The CardioSecur ECG device uses the five-electrode EASI lead system described by Dower et al [28], removing the ground electrode. It is hypothesized to detect myocardial ischemia and have an amount of baseline noise like that of Mason-Likar ECG [17]. This possibly allows for relatively noise-free rhythm detection. As no external validation studies have been performed, this study will not use the CardioSecur device for the detection of myocardial ischemia.

Patients receive their first CardioSecur ECG in the hospital preoperatively. The four leads are connected to the chest of the patient. One lead is placed on the upper part of the sternum, one lead is placed directly underneath the sternum, and two leads are placed on the mid-axillary line at the same height as that of the lower placed frontal lead. After registration of the first ECG, patients can take their own ECG at home. The ECG is uploaded to CardioSecur servers and sent to the hospital electronic medical record in portable document format (PDF).

Figures 3 and 4 show examples of an ECG obtained with CardioSecur and a single-lead ECG obtained with AliveCor Kardia, respectively.

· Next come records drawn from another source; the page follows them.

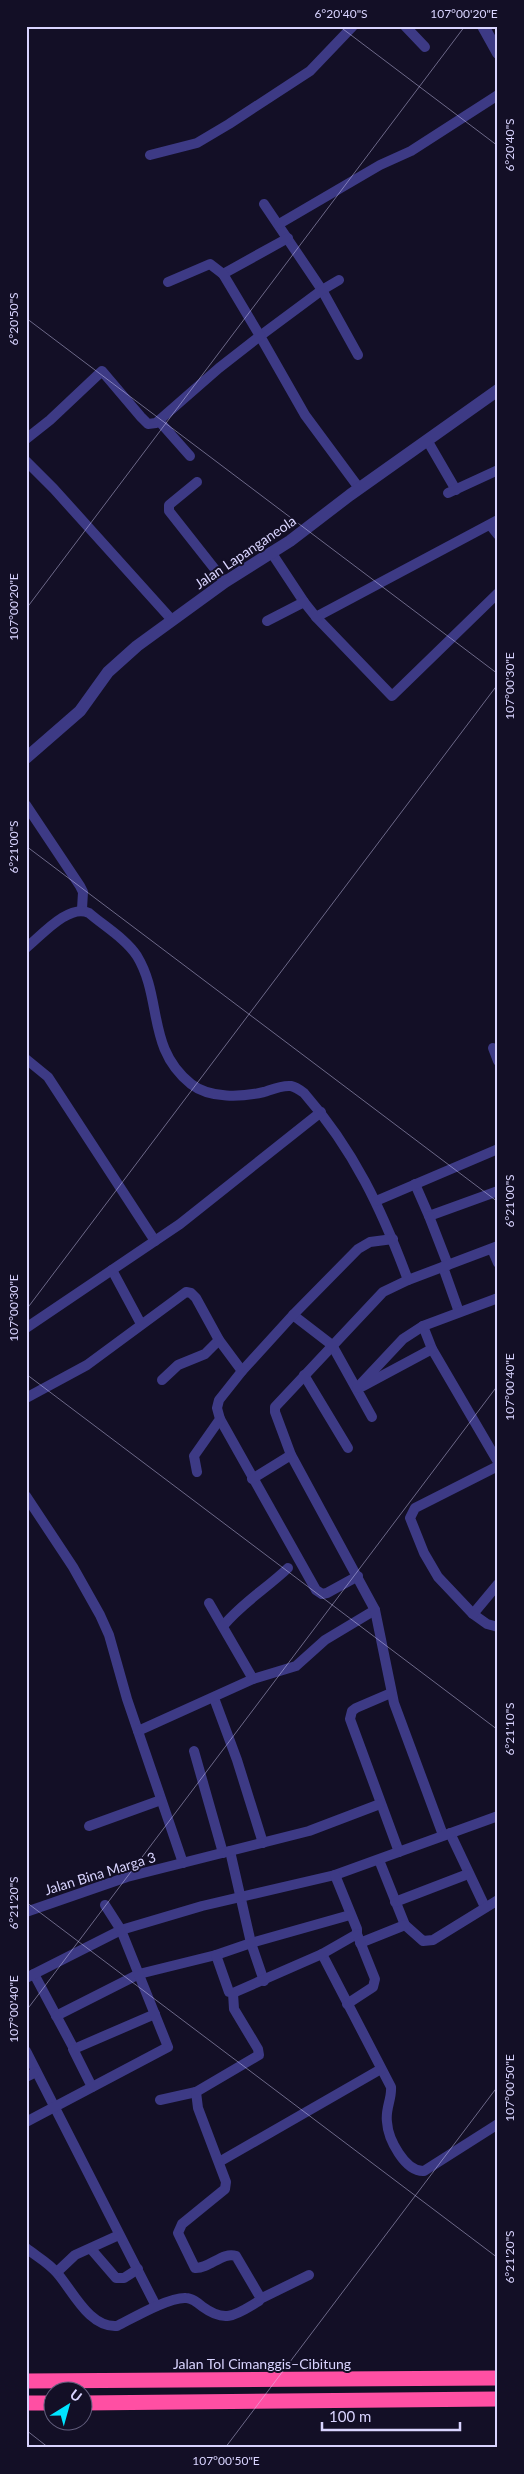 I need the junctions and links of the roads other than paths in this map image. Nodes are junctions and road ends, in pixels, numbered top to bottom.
1 (336, 26) edge
2 (352, 26) edge
3 (405, 26) edge
4 (483, 26) edge
5 (343, 35) junction
6 (497, 45) edge
7 (425, 47) dead end
8 (498, 95) edge
9 (150, 155) dead end
10 (264, 204) dead end
11 (279, 224) junction
12 (288, 238) junction
13 (223, 274) junction
14 (339, 280) dead end
15 (168, 282) dead end
16 (322, 290) junction
17 (260, 336) junction
18 (358, 355) dead end
19 (498, 390) edge
20 (159, 421) junction
21 (26, 439) edge
22 (427, 440) junction
23 (190, 456) dead end
24 (26, 461) edge
25 (498, 470) edge
26 (197, 482) dead end
27 (359, 488) junction
28 (494, 522) edge
29 (498, 536) edge
30 (271, 552) junction
31 (225, 582) junction
32 (498, 593) edge
33 (304, 602) junction
34 (316, 617) junction
35 (172, 620) junction
36 (267, 621) dead end
37 (26, 758) edge
38 (26, 805) edge
39 (82, 909) junction
40 (26, 948) edge
41 (493, 1048) dead end
42 (26, 1059) edge
43 (498, 1060) edge
44 (321, 1112) junction
45 (498, 1149) edge
46 (415, 1184) junction
47 (498, 1191) edge
48 (376, 1201) junction
49 (429, 1216) junction
50 (393, 1239) junction
51 (155, 1241) junction
52 (495, 1248) edge
53 (498, 1263) edge
54 (445, 1266) junction
55 (112, 1270) junction
56 (408, 1280) junction
57 (498, 1298) edge
58 (460, 1312) junction
59 (293, 1315) junction
60 (141, 1324) junction
61 (423, 1326) junction
62 (26, 1328) edge
63 (219, 1340) junction
64 (332, 1345) junction
65 (432, 1350) junction
66 (242, 1371) junction
67 (304, 1375) junction
68 (162, 1380) dead end
69 (357, 1388) junction
70 (26, 1398) edge
71 (372, 1417) dead end
72 (220, 1419) junction
73 (348, 1448) dead end
74 (292, 1455) junction
75 (498, 1464) edge
76 (197, 1472) dead end
77 (252, 1479) junction
78 (26, 1496) edge
79 (288, 1568) dead end
80 (358, 1576) junction
81 (498, 1584) edge
82 (209, 1603) dead end
83 (376, 1610) junction
84 (473, 1614) junction
85 (224, 1626) junction
86 (498, 1627) edge
87 (253, 1679) junction
88 (392, 1693) junction
89 (214, 1698) junction
90 (138, 1731) junction
91 (194, 1751) dead end
92 (161, 1800) junction
93 (380, 1804) junction
94 (498, 1816) edge
95 (89, 1826) dead end
96 (446, 1834) junction
97 (264, 1843) junction
98 (227, 1852) junction
99 (399, 1852) junction
100 (379, 1860) junction
101 (183, 1863) junction
102 (468, 1874) junction
103 (335, 1875) junction
104 (242, 1897) junction
105 (395, 1902) junction
106 (494, 1904) edge
107 (105, 1905) dead end
108 (26, 1912) edge
109 (350, 1915) junction
110 (405, 1925) junction
111 (121, 1930) junction
112 (359, 1938) junction
113 (251, 1942) junction
114 (322, 1954) junction
115 (216, 1955) junction
116 (139, 1974) junction
117 (30, 1976) edge
118 (264, 1981) junction
119 (233, 1993) junction
120 (347, 2004) junction
121 (155, 2014) junction
122 (56, 2016) junction
123 (73, 2049) junction
124 (26, 2051) edge
125 (381, 2069) junction
126 (36, 2072) junction
127 (26, 2077) edge
128 (92, 2087) junction
129 (196, 2092) junction
130 (160, 2100) dead end
131 (54, 2106) junction
132 (26, 2122) edge
133 (498, 2124) edge
134 (219, 2162) junction
135 (119, 2235) junction
136 (26, 2248) edge
137 (91, 2249) junction
138 (138, 2269) junction
139 (57, 2272) junction
140 (309, 2275) dead end
141 (260, 2299) junction
142 (156, 2306) junction
143 (498, 2378) edge
144 (26, 2381) edge
145 (498, 2399) edge
146 (26, 2403) edge
147 (42, 2403) edge
148 (92, 2403) edge

1 - 5 street
2 - 5 street
3 - 7 street
4 - 6 street
5 - 9 street
8 - 11 street
10 - 11 street
11 - 12 street
12 - 13 street
12 - 16 street
13 - 15 street
13 - 17 street
14 - 16 street
16 - 17 street
16 - 18 street
17 - 20 street
17 - 27 street
19 - 22 street, Jalan Lapanganeola
20 - 21 street
20 - 23 street
22 - 25 street
22 - 27 street, Jalan Lapanganeola
24 - 35 street
26 - 31 street
27 - 30 street, Jalan Lapanganeola
28 - 29 street
28 - 34 street
30 - 31 street, Jalan Lapanganeola
30 - 33 street
31 - 35 street, Jalan Lapanganeola
32 - 34 street
33 - 34 street
33 - 36 street
35 - 37 street, Jalan Lapanganeola
38 - 39 street
39 - 40 street
39 - 44 street
41 - 43 street
42 - 51 street
44 - 48 street
44 - 51 street
45 - 46 street
46 - 48 street
46 - 49 street
47 - 49 street
48 - 50 street
49 - 54 street
50 - 56 street
50 - 59 street
51 - 55 street
52 - 53 street
52 - 54 street
54 - 56 street
54 - 58 street
55 - 60 street
55 - 62 street
56 - 64 street
57 - 58 street
58 - 61 street
59 - 64 street
59 - 66 street
60 - 63 street
60 - 70 street
61 - 65 street
61 - 69 street
63 - 66 street
63 - 68 street
64 - 67 street
64 - 69 street
65 - 69 street
65 - 75 street
66 - 72 street
67 - 73 street
67 - 74 street
69 - 71 street
72 - 76 street
72 - 77 street
74 - 77 street
74 - 80 street
75 - 84 street
77 - 80 street
78 - 90 street
79 - 85 street
80 - 83 street
81 - 84 street
82 - 85 street
83 - 87 street
83 - 88 street
84 - 86 street
85 - 87 street
87 - 89 street
88 - 93 street
88 - 96 street
89 - 90 street
89 - 97 street
90 - 92 street
91 - 98 street
92 - 95 street
92 - 101 street
93 - 97 street, Jalan Bina Marga 3
93 - 99 street
94 - 96 street
96 - 99 street
96 - 102 street
97 - 98 street, Jalan Bina Marga 3
98 - 101 street, Jalan Bina Marga 3
98 - 104 street
99 - 100 street
100 - 103 street
100 - 105 street
101 - 108 street, Jalan Bina Marga 3
102 - 105 street
102 - 106 street
103 - 104 street
103 - 109 street
104 - 111 street
104 - 113 street
105 - 110 street
106 - 110 street
107 - 111 street
109 - 112 street
109 - 113 street
110 - 112 street
111 - 116 street
111 - 117 street
112 - 114 street
112 - 120 street
113 - 115 street
113 - 118 street
114 - 118 street
114 - 120 street
115 - 116 street
115 - 119 street
116 - 121 street
116 - 122 street
117 - 122 street
118 - 119 street
119 - 129 street
120 - 125 street
121 - 123 street
121 - 128 street
122 - 123 street
123 - 128 street
124 - 126 street
125 - 133 street
125 - 134 street
126 - 127 street
126 - 131 street
128 - 131 street
129 - 130 street
129 - 134 street
131 - 132 street
131 - 135 street
134 - 141 street
135 - 137 street
135 - 138 street
136 - 139 street
137 - 138 street
137 - 139 street
138 - 142 street
139 - 142 street
140 - 141 street
141 - 142 street
143 - 144 highway, Jalan Tol Cimanggis–Cibitung
145 - 148 highway
146 - 147 highway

Figure 3. An electrocardiogram obtained with the CardioSecur device.
View this figure
Figure 4. A lead-I electrocardiogram obtained with the AliveCor Kardia device.
View this figure

Reasons to Contact Patients

The sent-in data are checked daily by a dedicated NP. Data irregularities trigger an automated alarm. When irregularities are noted, patients are contacted within 48 hours after the data have been sent in. The definitions of data irregularities are shown in Multimedia Appendix 1.

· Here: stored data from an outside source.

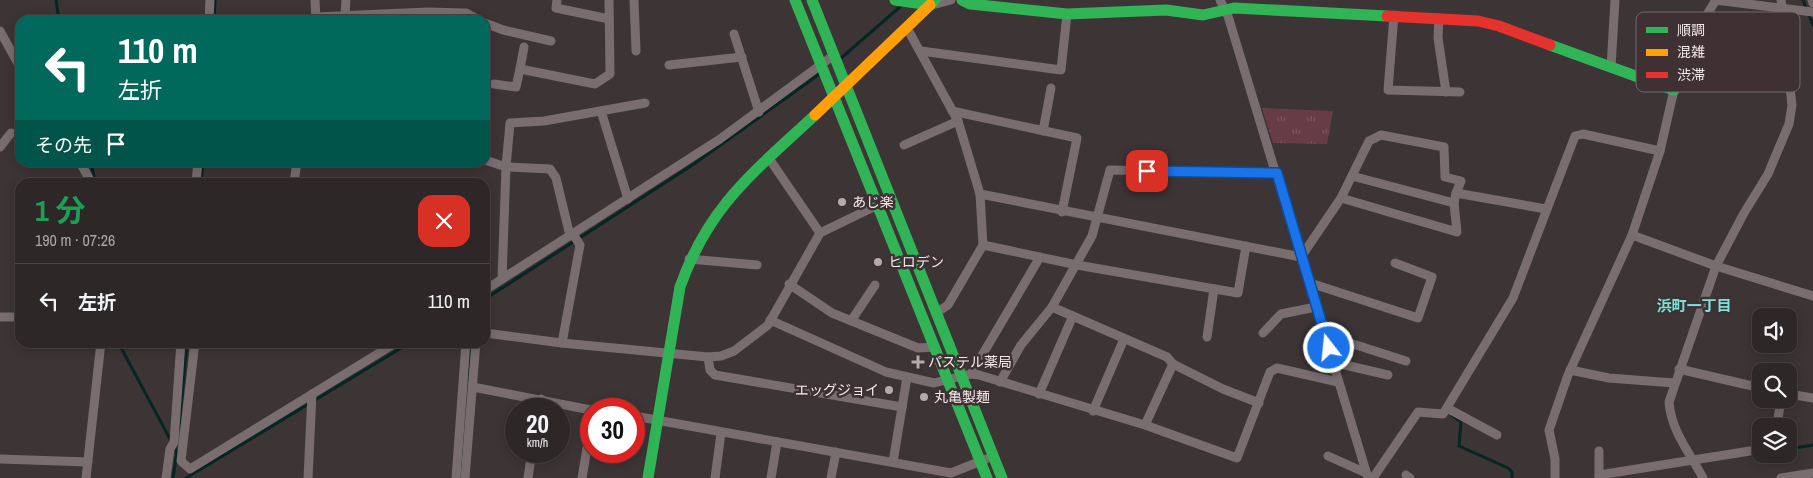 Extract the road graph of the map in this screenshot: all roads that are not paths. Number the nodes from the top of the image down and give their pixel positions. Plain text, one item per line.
1 (210, 0) edge
2 (315, 0) edge
3 (346, 0) edge
4 (557, 0) edge
5 (609, 0) edge
6 (634, 0) edge
7 (795, 0) edge
8 (812, 0) edge
9 (951, 0) edge
10 (962, 0) edge
11 (1615, 0) edge
12 (1716, 0) edge
13 (899, 1) edge
14 (1731, 1) edge
15 (932, 2) edge
16 (1781, 4) edge
17 (1223, 5) edge
18 (1811, 7) edge
19 (1709, 12) edge
20 (1068, 14) junction
21 (209, 15) edge
22 (316, 15) edge
23 (345, 15) edge
24 (349, 15) edge
25 (394, 15) edge
26 (452, 15) edge
27 (470, 15) edge
28 (1394, 15) junction
29 (1439, 18) junction
30 (609, 19) junction
31 (490, 25) edge
32 (907, 28) junction
33 (0, 31) edge
34 (734, 34) dead end
35 (551, 41) dead end
36 (524, 47) dead end
37 (636, 51) dead end
38 (921, 52) junction
39 (742, 57) junction
40 (15, 58) edge
41 (836, 59) junction
42 (669, 65) dead end
43 (1611, 67) junction
44 (520, 69) junction
45 (822, 70) junction
46 (1636, 76) edge
47 (494, 84) dead end
48 (846, 86) junction
49 (1052, 88) dead end
50 (1446, 92) junction
51 (1460, 92) dead end
52 (1674, 92) edge
53 (1790, 92) edge
54 (834, 98) junction
55 (645, 103) dead end
56 (601, 111) junction
57 (952, 111) junction
58 (759, 112) junction
59 (958, 121) junction
60 (1043, 131) junction
61 (11, 134) dead end
62 (904, 145) dead end
63 (0, 147) edge
64 (1660, 151) junction
65 (768, 157) junction
66 (490, 162) edge
67 (83, 167) edge
68 (506, 167) junction
69 (1277, 173) junction
70 (1352, 176) junction
71 (89, 178) edge
72 (1456, 193) junction
73 (980, 194) junction
74 (1341, 198) junction
75 (628, 199) junction
76 (890, 199) junction
77 (1454, 203) junction
78 (878, 204) junction
79 (1546, 210) junction
80 (1062, 212) junction
81 (1096, 218) junction
82 (820, 233) junction
83 (1632, 235) junction
84 (574, 238) junction
85 (983, 245) junction
86 (1246, 246) junction
87 (1040, 257) junction
88 (1301, 257) junction
89 (689, 259) junction
90 (1395, 263) dead end
91 (757, 265) dead end
92 (1077, 265) junction
93 (1716, 266) junction
94 (502, 279) junction
95 (1310, 283) junction
96 (789, 284) junction
97 (875, 285) dead end
98 (490, 287) edge
99 (1214, 289) junction
100 (1813, 296) edge
101 (1052, 307) junction
102 (1316, 307) junction
103 (936, 312) junction
104 (15, 317) edge
105 (0, 318) edge
106 (1072, 318) junction
107 (770, 320) junction
108 (851, 321) junction
109 (1263, 333) dead end
110 (490, 334) edge
111 (1325, 335) junction
112 (1207, 337) dead end
113 (1124, 339) junction
114 (562, 343) junction
115 (935, 347) junction
116 (100, 348) edge
117 (181, 348) edge
118 (194, 348) edge
119 (387, 348) edge
120 (466, 348) edge
121 (476, 348) edge
122 (668, 352) junction
123 (708, 357) junction
124 (1406, 361) dead end
125 (1332, 362) junction
126 (1173, 364) junction
127 (1679, 369) junction
128 (1570, 370) junction
129 (966, 375) junction
130 (1388, 376) dead end
131 (907, 377) junction
132 (948, 380) junction
133 (1000, 382) junction
134 (1338, 382) junction
135 (1674, 383) junction
136 (1752, 386) edge
137 (473, 387) junction
138 (1039, 394) junction
139 (1797, 395) edge
140 (311, 396) junction
141 (535, 398) edge
142 (1813, 398) edge
143 (1259, 403) junction
144 (902, 407) junction
145 (1447, 408) junction
146 (1093, 411) junction
147 (645, 418) edge
148 (657, 421) junction
149 (1145, 425) junction
150 (721, 433) junction
151 (1497, 434) dead end
152 (777, 442) junction
153 (1750, 451) dead end
154 (836, 452) junction
155 (1599, 452) dead end
156 (993, 456) junction
157 (1328, 456) dead end
158 (0, 459) edge
159 (175, 460) junction
160 (88, 462) junction
161 (893, 462) junction
162 (981, 462) junction
163 (1695, 462) junction
164 (530, 463) edge
165 (584, 463) edge
166 (1813, 472) edge
167 (194, 473) edge
168 (951, 475) edge
169 (1369, 476) edge
170 (1599, 477) edge
171 (86, 478) edge
172 (166, 478) edge
173 (308, 478) edge
174 (456, 478) edge
175 (466, 478) edge
176 (528, 478) edge
177 (582, 478) edge
178 (648, 478) edge
179 (714, 478) edge
180 (771, 478) edge
181 (831, 478) edge
182 (987, 478) edge
183 (1002, 478) edge
184 (1555, 478) edge
185 (1703, 478) edge
186 (1781, 478) edge

1 - 21 street
2 - 22 street
3 - 23 street
4 - 30 street
5 - 30 street
6 - 37 street
7 - 45 main road
8 - 41 main road
9 - 15 street
10 - 20 main road
11 - 43 street
12 - 14 street
12 - 19 street
13 - 15 main road
14 - 16 street
15 - 32 main road
16 - 18 street
17 - 20 main road
17 - 28 main road
17 - 69 street
20 - 38 street
24 - 25 street
26 - 27 street
28 - 29 main road
28 - 50 street
29 - 43 main road
29 - 50 street
30 - 44 street
31 - 35 street
32 - 38 street
32 - 48 main road
33 - 40 street
34 - 39 street
36 - 44 street
38 - 57 street
39 - 42 street
39 - 58 street
41 - 45 street
41 - 48 main road
43 - 46 main road
44 - 47 street
45 - 54 main road
45 - 58 street
48 - 54 main road
48 - 76 main road
49 - 60 street
50 - 51 street
52 - 64 street
53 - 93 street
54 - 65 main road
54 - 78 main road
55 - 56 street
56 - 68 street
56 - 75 street
57 - 59 street
57 - 60 street
58 - 75 street
59 - 62 street
59 - 73 street
60 - 80 street
61 - 63 street
64 - 79 street
64 - 83 street
65 - 82 street
65 - 89 main road
66 - 68 street
67 - 71 street
68 - 84 street
68 - 94 street
69 - 81 street
69 - 88 street
70 - 72 street
70 - 74 street
70 - 77 street
72 - 77 street
72 - 79 street
73 - 80 street
73 - 85 street
74 - 77 street
74 - 88 street
75 - 84 street
76 - 78 street
76 - 103 main road
78 - 82 street
78 - 115 main road
79 - 145 street
80 - 81 street
81 - 86 street
81 - 92 street
82 - 96 street
83 - 93 street
83 - 128 street
84 - 94 street
84 - 114 street
85 - 87 street
85 - 103 street
86 - 88 street
86 - 99 street
87 - 92 street
87 - 129 street
88 - 95 street
89 - 91 street
89 - 122 main road
90 - 95 street
92 - 99 street
92 - 101 street
93 - 100 street
93 - 127 street
94 - 98 street
95 - 102 street
96 - 107 street
96 - 108 street
97 - 108 street
99 - 112 street
101 - 106 street
101 - 133 street
102 - 109 street
102 - 111 street
103 - 129 main road
104 - 105 street
106 - 113 street
106 - 138 street
107 - 123 street
107 - 131 street
108 - 115 street
110 - 114 street
111 - 124 street
111 - 125 street
113 - 126 street
113 - 146 street
114 - 122 street
115 - 132 main road
116 - 160 street
117 - 159 street
118 - 159 street
119 - 140 street
120 - 174 street
121 - 137 street
122 - 123 street
122 - 148 main road
123 - 144 street
125 - 130 street
125 - 134 street
126 - 143 street
126 - 149 street
127 - 135 street
127 - 136 street
128 - 135 street
128 - 184 street
129 - 132 street
129 - 133 street
129 - 156 main road
131 - 132 street
131 - 144 street
132 - 162 main road
133 - 138 street
134 - 143 street
134 - 169 street
135 - 163 street
137 - 141 street
137 - 175 street
138 - 146 street
139 - 142 street
140 - 167 street
140 - 173 street
143 - 149 street
144 - 161 street
145 - 151 street
145 - 169 street
146 - 149 street
147 - 148 street
148 - 150 street
148 - 178 main road
150 - 152 street
150 - 179 street
152 - 154 street
152 - 180 street
153 - 163 street
154 - 161 street
154 - 181 street
155 - 170 street
156 - 162 street
156 - 183 main road
157 - 169 street
158 - 160 street
159 - 167 street
159 - 172 street
160 - 171 street
161 - 168 street
162 - 168 street
162 - 182 main road
163 - 170 street
163 - 185 street
164 - 176 street
165 - 177 street
166 - 186 street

Reasons to Adjust the Therapeutic Regimen

According to the sent-in data, the NP can change medication or discuss the data with the patient’s treating physician. Detecting an atrial rhythm disturbance with the CardioSecur may thus result in adjusting the therapeutic regiment. This is left to the discretion of the treating physician.

Nonadherence and Study Withdrawal

Patients are required to frequently send in their measurements. If they do not send measurements from their devices for 21 consecutive days, they are considered nonadherent. This is the same policy as in the previous The Box study [22]. If a patient is considered nonadherent, a standardized email is sent, urging them to contact the hospital in case of technical difficulties or objections. A specialized technology employee can provide assistance. If, after this phone call, the patient starts sending in measurements, the patient is again considered adherent. If nonadherence reoccurs, a standardized email is sent out. If patients do not start sending in new measurements, they are not approached again and are considered definitively nonadherent. These patients are not excluded from the study and are still followed up according to The Box 2.0 protocol. If any study patients notify the hospital that they would like to have regular outpatient clinic visits, they are followed up via the regular follow-up protocol. Patients who withdraw from regular follow-up are considered lost to follow-up.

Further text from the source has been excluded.